WHAT THIS TASK INVOLVES
Go through the records, and copy each line in which the string "using" is present.

══ DATA SECTION

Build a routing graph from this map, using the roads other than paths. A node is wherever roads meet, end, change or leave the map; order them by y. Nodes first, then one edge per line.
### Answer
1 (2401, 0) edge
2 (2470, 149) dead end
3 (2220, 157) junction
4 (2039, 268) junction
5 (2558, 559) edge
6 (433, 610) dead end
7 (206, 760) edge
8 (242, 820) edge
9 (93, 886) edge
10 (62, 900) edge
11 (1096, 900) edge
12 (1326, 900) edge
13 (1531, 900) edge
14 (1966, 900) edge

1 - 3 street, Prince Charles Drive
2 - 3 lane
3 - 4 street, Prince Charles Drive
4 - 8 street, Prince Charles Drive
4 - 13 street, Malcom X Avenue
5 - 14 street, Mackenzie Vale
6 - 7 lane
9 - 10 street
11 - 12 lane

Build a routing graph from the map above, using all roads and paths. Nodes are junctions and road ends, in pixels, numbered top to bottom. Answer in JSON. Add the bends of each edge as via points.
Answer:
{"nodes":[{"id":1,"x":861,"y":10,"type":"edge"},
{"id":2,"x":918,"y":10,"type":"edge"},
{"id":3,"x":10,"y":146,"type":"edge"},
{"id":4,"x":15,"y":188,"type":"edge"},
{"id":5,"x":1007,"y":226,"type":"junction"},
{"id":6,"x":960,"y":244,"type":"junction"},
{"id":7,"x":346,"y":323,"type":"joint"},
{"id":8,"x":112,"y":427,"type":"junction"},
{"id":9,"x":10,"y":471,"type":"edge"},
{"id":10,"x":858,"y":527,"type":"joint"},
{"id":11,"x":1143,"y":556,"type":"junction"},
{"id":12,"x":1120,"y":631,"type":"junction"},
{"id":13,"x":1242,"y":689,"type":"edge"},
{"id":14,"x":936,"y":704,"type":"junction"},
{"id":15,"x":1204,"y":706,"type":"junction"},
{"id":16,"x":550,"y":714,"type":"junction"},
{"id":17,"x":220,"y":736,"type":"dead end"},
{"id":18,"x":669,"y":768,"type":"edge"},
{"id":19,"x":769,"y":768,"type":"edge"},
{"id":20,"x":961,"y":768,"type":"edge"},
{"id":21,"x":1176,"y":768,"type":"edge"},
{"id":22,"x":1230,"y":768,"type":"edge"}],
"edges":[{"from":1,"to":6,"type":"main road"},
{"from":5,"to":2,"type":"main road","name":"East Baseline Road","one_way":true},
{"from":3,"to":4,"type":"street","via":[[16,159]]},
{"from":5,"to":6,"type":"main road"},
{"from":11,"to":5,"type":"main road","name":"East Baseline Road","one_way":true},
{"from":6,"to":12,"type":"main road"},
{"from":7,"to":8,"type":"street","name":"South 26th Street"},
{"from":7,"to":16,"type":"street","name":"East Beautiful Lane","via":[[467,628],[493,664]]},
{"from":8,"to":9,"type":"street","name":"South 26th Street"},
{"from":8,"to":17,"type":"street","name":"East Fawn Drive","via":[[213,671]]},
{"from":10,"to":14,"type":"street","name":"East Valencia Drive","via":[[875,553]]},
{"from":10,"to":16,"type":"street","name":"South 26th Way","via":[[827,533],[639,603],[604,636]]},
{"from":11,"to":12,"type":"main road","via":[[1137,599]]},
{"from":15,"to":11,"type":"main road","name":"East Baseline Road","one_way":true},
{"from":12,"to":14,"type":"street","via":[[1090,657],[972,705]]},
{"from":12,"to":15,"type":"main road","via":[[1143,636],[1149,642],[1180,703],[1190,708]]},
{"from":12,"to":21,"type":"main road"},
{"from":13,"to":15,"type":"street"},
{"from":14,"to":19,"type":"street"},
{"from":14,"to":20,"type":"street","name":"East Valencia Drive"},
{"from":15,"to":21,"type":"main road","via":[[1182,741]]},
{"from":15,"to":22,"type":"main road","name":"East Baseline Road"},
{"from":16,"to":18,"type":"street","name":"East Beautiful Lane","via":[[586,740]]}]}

════

TASK RESULT
Build a routing graph from this map, using the roads other than paths. A node is wherever roads meet, end, change or leave the map; order them by y. Nodes first, then one edge per line.
Build a routing graph from the map above, using all roads and paths. Nodes are junctions and road ends, in pixels, numbered top to bottom. Answer in JSON. Add the bends of each edge as via points.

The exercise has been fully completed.